Stored items
Content starts

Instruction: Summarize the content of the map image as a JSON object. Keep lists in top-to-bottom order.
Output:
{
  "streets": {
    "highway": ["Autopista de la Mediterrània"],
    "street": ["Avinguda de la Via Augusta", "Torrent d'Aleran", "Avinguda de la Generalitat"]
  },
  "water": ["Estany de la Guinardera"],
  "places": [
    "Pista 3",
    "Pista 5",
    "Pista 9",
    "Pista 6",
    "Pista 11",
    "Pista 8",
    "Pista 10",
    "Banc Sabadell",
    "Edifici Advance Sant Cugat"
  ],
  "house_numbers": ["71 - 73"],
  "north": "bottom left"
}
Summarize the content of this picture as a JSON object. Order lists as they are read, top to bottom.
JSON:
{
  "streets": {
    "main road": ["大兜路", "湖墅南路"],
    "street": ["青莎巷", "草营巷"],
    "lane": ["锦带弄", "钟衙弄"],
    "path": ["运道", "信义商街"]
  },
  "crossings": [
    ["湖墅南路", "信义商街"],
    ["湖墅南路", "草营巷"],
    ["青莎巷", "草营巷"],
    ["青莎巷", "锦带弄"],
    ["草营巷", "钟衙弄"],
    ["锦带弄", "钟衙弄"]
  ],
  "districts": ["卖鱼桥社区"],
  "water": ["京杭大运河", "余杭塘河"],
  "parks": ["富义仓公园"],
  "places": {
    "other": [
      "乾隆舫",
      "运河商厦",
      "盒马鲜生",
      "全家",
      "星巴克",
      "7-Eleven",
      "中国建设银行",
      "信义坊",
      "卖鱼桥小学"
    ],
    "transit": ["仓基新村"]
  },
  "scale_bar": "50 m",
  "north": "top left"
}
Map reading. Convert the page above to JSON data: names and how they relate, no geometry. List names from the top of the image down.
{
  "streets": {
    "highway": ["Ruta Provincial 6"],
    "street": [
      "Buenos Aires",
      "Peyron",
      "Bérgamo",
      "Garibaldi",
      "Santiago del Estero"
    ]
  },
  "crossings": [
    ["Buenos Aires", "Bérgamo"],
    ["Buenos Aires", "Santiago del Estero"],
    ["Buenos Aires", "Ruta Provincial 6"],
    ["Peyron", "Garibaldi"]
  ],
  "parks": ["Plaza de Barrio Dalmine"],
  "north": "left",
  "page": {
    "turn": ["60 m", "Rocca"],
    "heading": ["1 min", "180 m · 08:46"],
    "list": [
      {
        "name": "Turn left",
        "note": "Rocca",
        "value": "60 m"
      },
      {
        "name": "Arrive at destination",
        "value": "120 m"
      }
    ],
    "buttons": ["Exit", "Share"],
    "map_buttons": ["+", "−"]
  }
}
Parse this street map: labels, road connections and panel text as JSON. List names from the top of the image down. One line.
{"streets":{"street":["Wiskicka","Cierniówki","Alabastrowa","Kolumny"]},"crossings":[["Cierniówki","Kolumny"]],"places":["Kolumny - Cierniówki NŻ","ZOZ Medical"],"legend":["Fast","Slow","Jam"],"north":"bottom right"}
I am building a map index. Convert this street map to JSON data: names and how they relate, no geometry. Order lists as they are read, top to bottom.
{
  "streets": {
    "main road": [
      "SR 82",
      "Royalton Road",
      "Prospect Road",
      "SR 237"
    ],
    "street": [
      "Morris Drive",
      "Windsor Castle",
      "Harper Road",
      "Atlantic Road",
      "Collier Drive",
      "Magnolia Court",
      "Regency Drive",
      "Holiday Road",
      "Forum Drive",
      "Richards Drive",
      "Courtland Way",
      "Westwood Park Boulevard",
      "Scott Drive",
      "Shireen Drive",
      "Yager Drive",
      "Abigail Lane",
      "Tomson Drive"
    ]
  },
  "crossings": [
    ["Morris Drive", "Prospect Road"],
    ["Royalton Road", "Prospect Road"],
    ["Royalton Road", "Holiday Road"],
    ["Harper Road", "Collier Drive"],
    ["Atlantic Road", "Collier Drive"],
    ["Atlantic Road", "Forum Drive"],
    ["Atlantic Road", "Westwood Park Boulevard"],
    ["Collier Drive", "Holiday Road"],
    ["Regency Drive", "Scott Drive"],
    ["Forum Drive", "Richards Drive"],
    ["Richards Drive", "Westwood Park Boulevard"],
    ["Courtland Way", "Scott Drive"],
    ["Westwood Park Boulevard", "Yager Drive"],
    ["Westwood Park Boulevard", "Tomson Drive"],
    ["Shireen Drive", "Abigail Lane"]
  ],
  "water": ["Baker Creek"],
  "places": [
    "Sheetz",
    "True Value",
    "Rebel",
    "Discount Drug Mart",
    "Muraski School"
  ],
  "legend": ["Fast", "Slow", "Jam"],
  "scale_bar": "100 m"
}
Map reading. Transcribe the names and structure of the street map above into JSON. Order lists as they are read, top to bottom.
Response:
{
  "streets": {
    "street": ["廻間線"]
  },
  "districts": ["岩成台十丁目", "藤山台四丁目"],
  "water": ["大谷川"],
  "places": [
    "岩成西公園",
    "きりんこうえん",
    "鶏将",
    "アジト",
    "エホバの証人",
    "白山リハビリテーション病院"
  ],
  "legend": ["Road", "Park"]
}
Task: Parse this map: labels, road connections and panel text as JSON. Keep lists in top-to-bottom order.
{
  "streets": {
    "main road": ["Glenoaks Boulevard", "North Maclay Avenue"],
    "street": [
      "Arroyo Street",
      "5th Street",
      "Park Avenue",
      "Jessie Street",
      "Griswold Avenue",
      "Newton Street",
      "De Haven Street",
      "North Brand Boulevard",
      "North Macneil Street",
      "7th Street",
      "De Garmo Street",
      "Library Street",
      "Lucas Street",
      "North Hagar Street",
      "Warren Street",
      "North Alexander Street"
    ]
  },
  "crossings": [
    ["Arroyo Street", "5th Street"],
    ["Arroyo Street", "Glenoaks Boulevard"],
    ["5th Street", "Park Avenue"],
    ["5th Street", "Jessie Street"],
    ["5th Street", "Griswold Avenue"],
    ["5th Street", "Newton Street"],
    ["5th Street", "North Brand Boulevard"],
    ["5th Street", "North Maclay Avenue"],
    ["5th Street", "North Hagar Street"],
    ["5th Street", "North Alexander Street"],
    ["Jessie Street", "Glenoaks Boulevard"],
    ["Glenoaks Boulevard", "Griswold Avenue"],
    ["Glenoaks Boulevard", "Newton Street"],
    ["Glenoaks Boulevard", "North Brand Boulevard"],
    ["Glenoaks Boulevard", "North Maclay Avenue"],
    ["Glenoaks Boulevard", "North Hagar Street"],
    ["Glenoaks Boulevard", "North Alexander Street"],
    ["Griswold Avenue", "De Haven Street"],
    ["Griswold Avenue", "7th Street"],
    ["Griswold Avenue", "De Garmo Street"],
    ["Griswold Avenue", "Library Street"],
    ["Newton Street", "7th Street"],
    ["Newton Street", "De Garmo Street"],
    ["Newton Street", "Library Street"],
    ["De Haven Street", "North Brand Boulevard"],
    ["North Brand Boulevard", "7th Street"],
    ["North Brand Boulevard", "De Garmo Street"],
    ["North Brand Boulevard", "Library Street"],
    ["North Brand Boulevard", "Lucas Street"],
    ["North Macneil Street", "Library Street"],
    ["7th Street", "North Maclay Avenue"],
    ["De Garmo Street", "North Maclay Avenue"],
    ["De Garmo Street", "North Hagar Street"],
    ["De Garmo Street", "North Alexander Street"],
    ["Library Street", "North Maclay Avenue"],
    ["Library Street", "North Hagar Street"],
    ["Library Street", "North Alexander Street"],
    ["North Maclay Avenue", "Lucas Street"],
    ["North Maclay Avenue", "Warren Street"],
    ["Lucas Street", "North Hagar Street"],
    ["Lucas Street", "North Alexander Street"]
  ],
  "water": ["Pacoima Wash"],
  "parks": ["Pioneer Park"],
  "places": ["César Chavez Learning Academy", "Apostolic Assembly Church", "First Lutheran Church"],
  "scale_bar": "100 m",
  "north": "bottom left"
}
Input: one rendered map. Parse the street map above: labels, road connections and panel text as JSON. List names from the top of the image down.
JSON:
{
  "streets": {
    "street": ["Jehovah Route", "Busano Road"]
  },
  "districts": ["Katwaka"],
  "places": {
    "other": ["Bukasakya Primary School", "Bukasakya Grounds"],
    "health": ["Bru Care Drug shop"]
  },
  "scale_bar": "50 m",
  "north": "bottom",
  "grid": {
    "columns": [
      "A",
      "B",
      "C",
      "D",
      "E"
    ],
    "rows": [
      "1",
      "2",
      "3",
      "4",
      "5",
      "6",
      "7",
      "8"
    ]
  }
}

Content ends

[WORK TO COMPLETE]
Show all lines in the records above that hold "Slow".

[RESULT OF THE EXERCISE]
{"streets":{"street":["Wiskicka","Cierniówki","Alabastrowa","Kolumny"]},"crossings":[["Cierniówki","Kolumny"]],"places":["Kolumny - Cierniówki NŻ","ZOZ Medical"],"legend":["Fast","Slow","Jam"],"north":"bottom right"}
  "legend": ["Fast", "Slow", "Jam"],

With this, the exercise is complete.